Miriam appeared at the far side of the courtyard, moving with a kind of deliberate grace, her wet hair clinging to her neck. She did not speak at first, merely observing him as if the world itself bent around her. The golden strands of her hair glimmered in the morning light, catching him unawares, and for a moment, all Lucien could do was notice.
"You see them, don't you?" she asked softly. "The ones who build this place, who serve every whim and command… and yet they are never free."
Lucien's fingers tightened around the handle of his basket. Freedom. It was a word he had only dared whisper to himself. "I feel it," he said quietly. "Every day."
"And yet you do nothing," Miriam replied, though her voice carried no accusation. Only the truth of observation. "You carry it inside you already. I see it in the way you move, the way you look beyond these walls."
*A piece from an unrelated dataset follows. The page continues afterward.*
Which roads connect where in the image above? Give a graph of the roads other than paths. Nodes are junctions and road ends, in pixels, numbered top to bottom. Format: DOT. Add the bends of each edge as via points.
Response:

Lucien's jaw tightened. She saw too much. That made her dangerous. And yet… he could not turn away. "What do you want me to do?" he asked.
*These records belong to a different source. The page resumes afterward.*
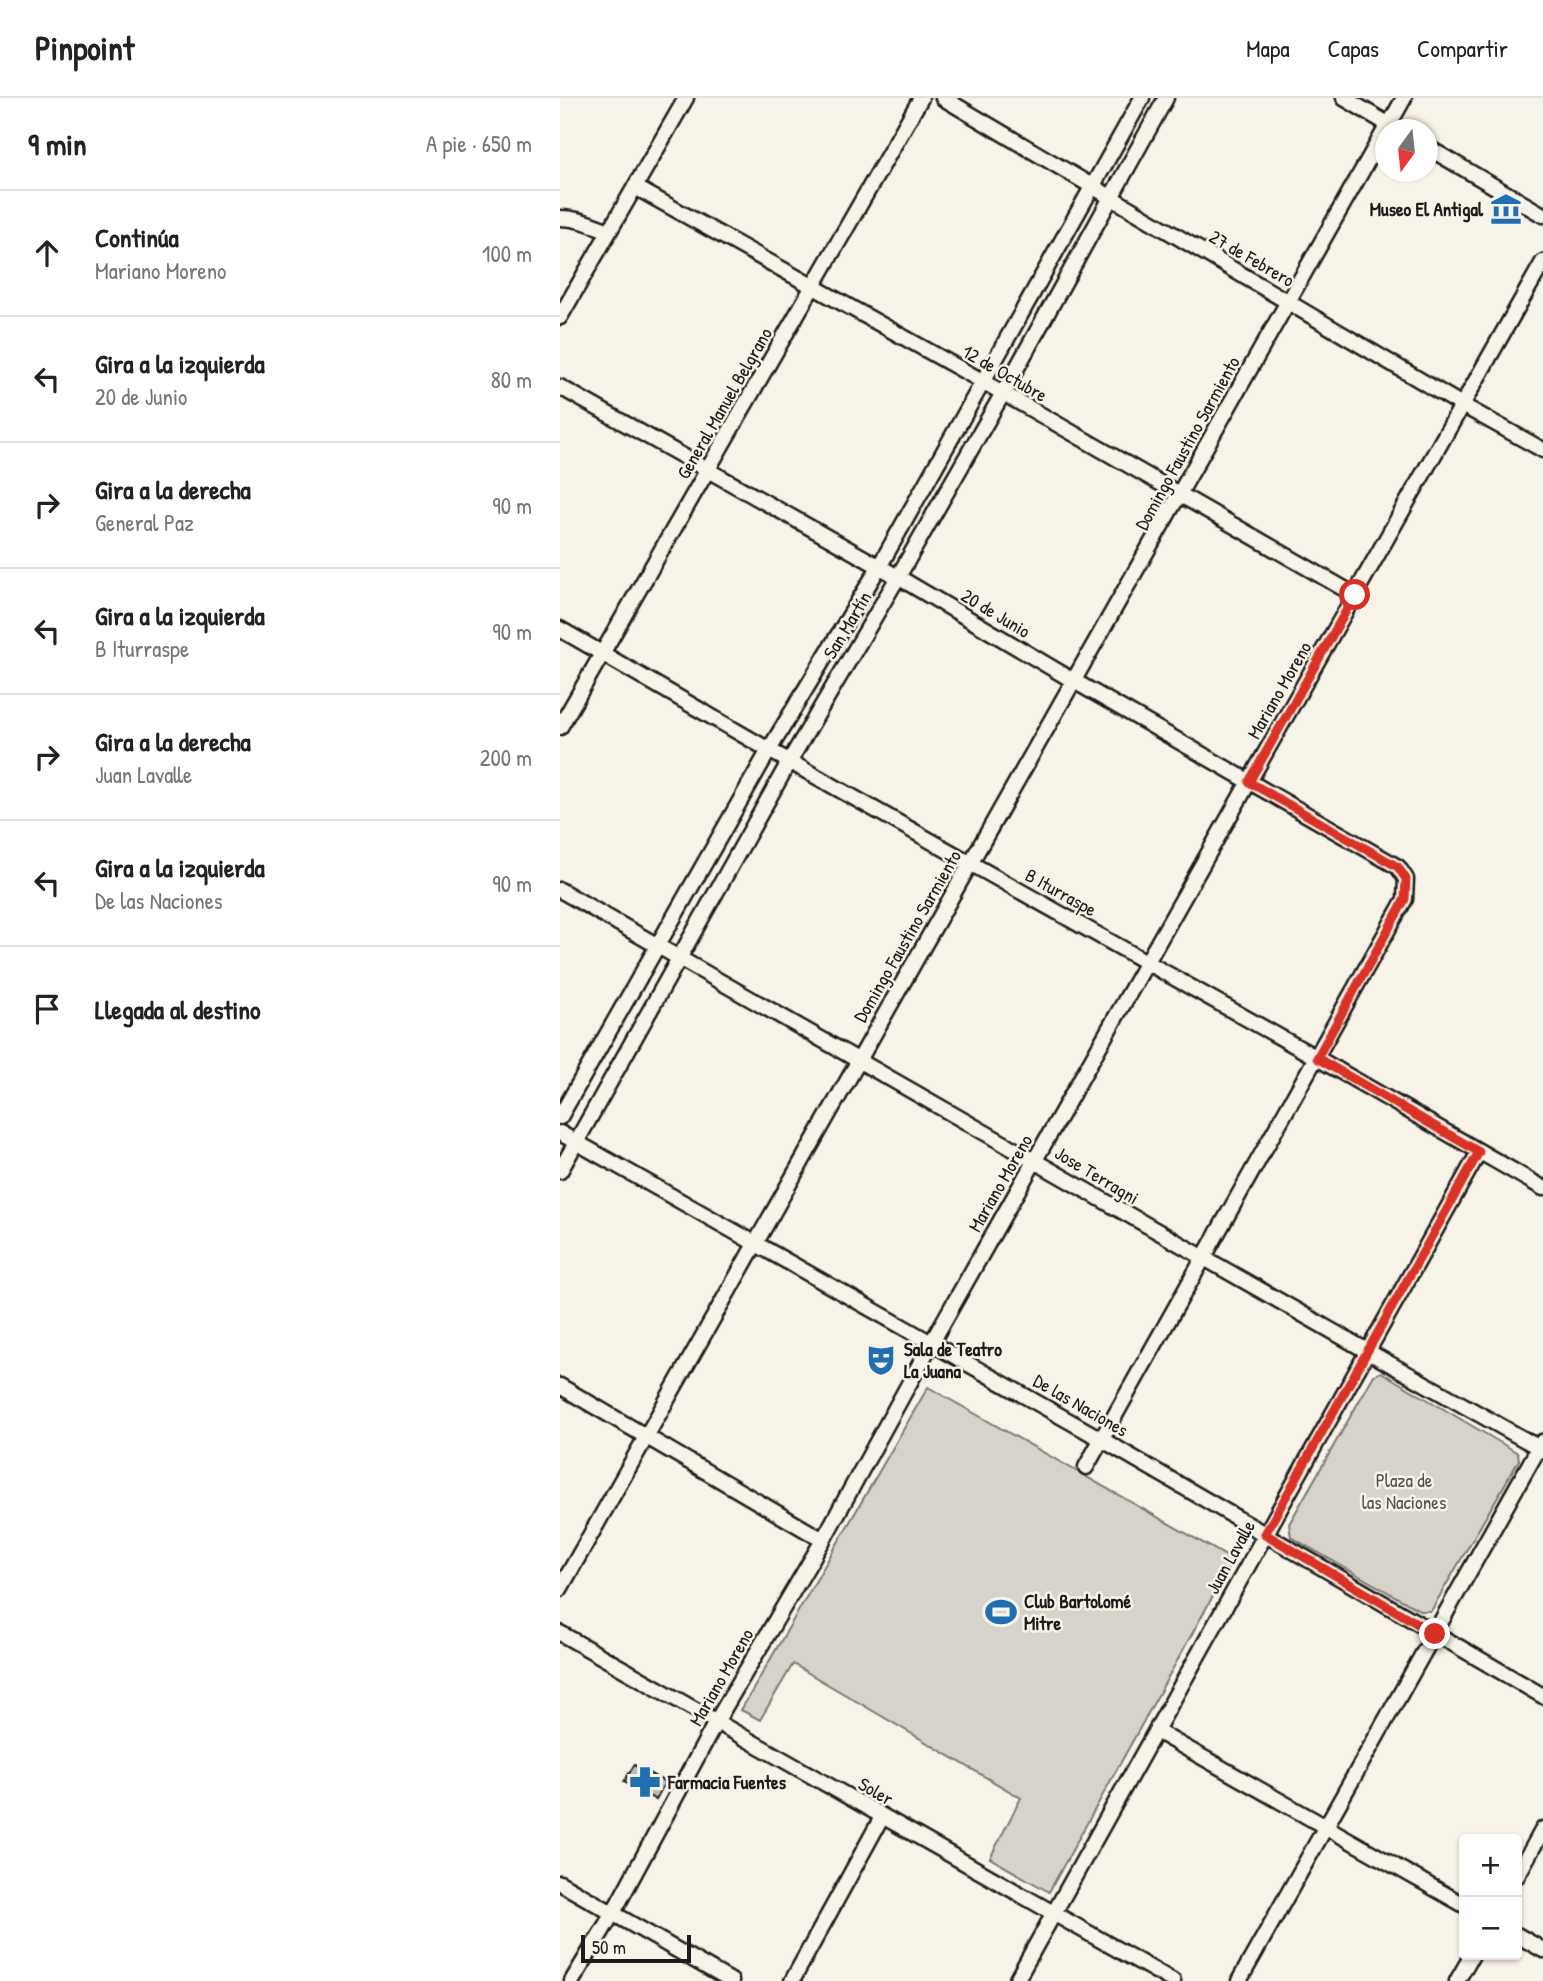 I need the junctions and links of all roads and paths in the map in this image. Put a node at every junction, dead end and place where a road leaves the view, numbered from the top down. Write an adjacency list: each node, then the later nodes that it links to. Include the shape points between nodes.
1 (686, 98): 12 (street)
2 (921, 98): 19 (street, General Manuel Belgrano)
3 (943, 98): 13 (street, 27 de Febrero)
4 (1142, 98): 13 (street, San Martín)
5 (1166, 98): 14 (street, San Martín)
6 (1344, 98): 8 (street)
7 (1404, 98): 9 (street, Domingo Faustino Sarmiento)
8 (1376, 119)
9 (1394, 119)
10 (1438, 153): 15 (street)
11 (1375, 154): 20 (street, Domingo Faustino Sarmiento)
12 (635, 187): 17 (street); 19 (street, 12 de Octubre)
13 (1093, 187): 14 (street, 27 de Febrero); 22 (street, San Martín)
14 (1110, 197): 20 (street, 27 de Febrero); 24 (street, San Martín)
15 (1543, 215)
16 (560, 218): 17 (street)
17 (609, 231): 21 (street)
18 (1543, 262): 25 (street, Mariano Moreno)
19 (812, 287): 22 (street, 12 de Octubre); 27 (street, General Manuel Belgrano)
20 (1288, 302): 25 (street, 27 de Febrero); 28 (street, Domingo Faustino Sarmiento)
21 (560, 317)
22 (982, 381): 24 (street, 12 de Octubre); 29 (street, San Martín)
23 (560, 387): 27 (street, 20 de Junio)
24 (1003, 393): 28 (street, 12 de Octubre); 30 (street, San Martín)
25 (1462, 405): 26 (street, 27 de Febrero); 31 (street, Mariano Moreno)
26 (1543, 450)
27 (707, 471): 29 (street, 20 de Junio); 33 (street, General Manuel Belgrano)
28 (1179, 495): 31 (street, 12 de Octubre); 34 (street, Domingo Faustino Sarmiento)
29 (879, 566): 30 (street, 20 de Junio); 36 (street, San Martín)
30 (898, 577): 34 (street, 20 de Junio); 37 (street, San Martín)
31 (1355, 595): 38 (street, Mariano Moreno)
32 (560, 629): 33 (street, B Iturraspe)
33 (602, 654): 35 (street, General Manuel Belgrano); 36 (street, B Iturraspe)
34 (1074, 681): 38 (street, 20 de Junio); 39 (street, Domingo Faustino Sarmiento)
35 (560, 727)
36 (769, 750): 37 (street, B Iturraspe); 41 (street, San Martín)
37 (789, 762): 39 (street, B Iturraspe); 42 (street, San Martín)
38 (1249, 782): 43 (street, Mariano Moreno); 44 (street, 20 de Junio, via 1398,867 1406,879 1405,899)
39 (971, 864): 43 (street, B Iturraspe); 45 (street, Domingo Faustino Sarmiento)
40 (560, 890): 41 (street, Jose Terragni)
41 (658, 946): 42 (street, Jose Terragni); 46 (street, San Martín)
42 (679, 957): 45 (street, Jose Terragni); 48 (street, San Martín)
43 (1147, 963): 44 (street, B Iturraspe); 50 (street, Mariano Moreno)
44 (1317, 1058): 49 (street, B Iturraspe); 54 (street)
45 (859, 1060): 50 (street, Jose Terragni); 53 (street, Domingo Faustino Sarmiento)
46 (560, 1117)
47 (560, 1133): 48 (street, De las Naciones)
48 (576, 1141): 51 (street, San Martín); 53 (street, De las Naciones)
49 (1479, 1152): 52 (street, B Iturraspe); 56 (street, Juan Lavalle)
50 (1035, 1160): 54 (street, Jose Terragni); 55 (street, Mariano Moreno)
51 (560, 1171)
52 (1543, 1188)
53 (755, 1245): 55 (street, De las Naciones); 58 (street, Domingo Faustino Sarmiento)
54 (1203, 1259): 56 (street, Jose Terragni); 59 (street)
55 (932, 1342): 59 (street, De las Naciones); 63 (street, Mariano Moreno)
56 (1368, 1352): 60 (street, Jose Terragni); 62 (street, Juan Lavalle)
57 (560, 1386): 58 (street)
58 (647, 1437): 63 (street); 64 (street, Domingo Faustino Sarmiento)
59 (1101, 1439): 61 (street); 62 (street, De las Naciones)
60 (1542, 1446): 66 (street)
61 (1086, 1467)
62 (1265, 1534): 66 (street, De las Naciones); 69 (street, Juan Lavalle)
63 (823, 1540): 68 (street, Mariano Moreno)
64 (560, 1589)
65 (560, 1633): 68 (street, Soler)
66 (1435, 1634): 67 (street, De las Naciones); 71 (street)
67 (1543, 1696)
68 (716, 1722): 70 (street, Soler); 76 (street, Mariano Moreno)
69 (1156, 1731): 71 (street); 77 (street, Juan Lavalle)
70 (883, 1817): 77 (street, Soler); 83 (street)
71 (1326, 1827): 75 (street); 86 (street)
72 (1543, 1829): 73 (street)
73 (1522, 1867)
74 (560, 1883): 76 (street)
75 (1459, 1902)
76 (613, 1913): 81 (street, Mariano Moreno); 82 (street)
77 (1054, 1914): 84 (street, Juan Lavalle); 85 (street, Soler)
78 (1522, 1938): 79 (street)
79 (1543, 1950)
80 (1469, 1960): 87 (street)
81 (572, 1981)
82 (731, 1981)
83 (792, 1981)
84 (1016, 1981)
85 (1173, 1981)
86 (1239, 1981)
87 (1457, 1981)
"To fight," she said simply. "To act. To make this world something it isn't yet. A place where no one is born in chains, where no child wakes knowing the weight of fear before the sun rises. Do you feel that weight, Lucien?"
He did. Every day. Every breath. The air here carried the sorrow of lives overlooked, the silent suffering of people forced to bend. "I do," he admitted. "But one wrong step, one careless word, and all is lost."
Miriam's gaze softened, but her intensity never faded. "Then we do not step carelessly. We act with purpose. You feel it too, don't you? That spark—the part of you that longs to break free?"
Lucien looked down, trying to contain what was rising inside him. "I do," he whispered.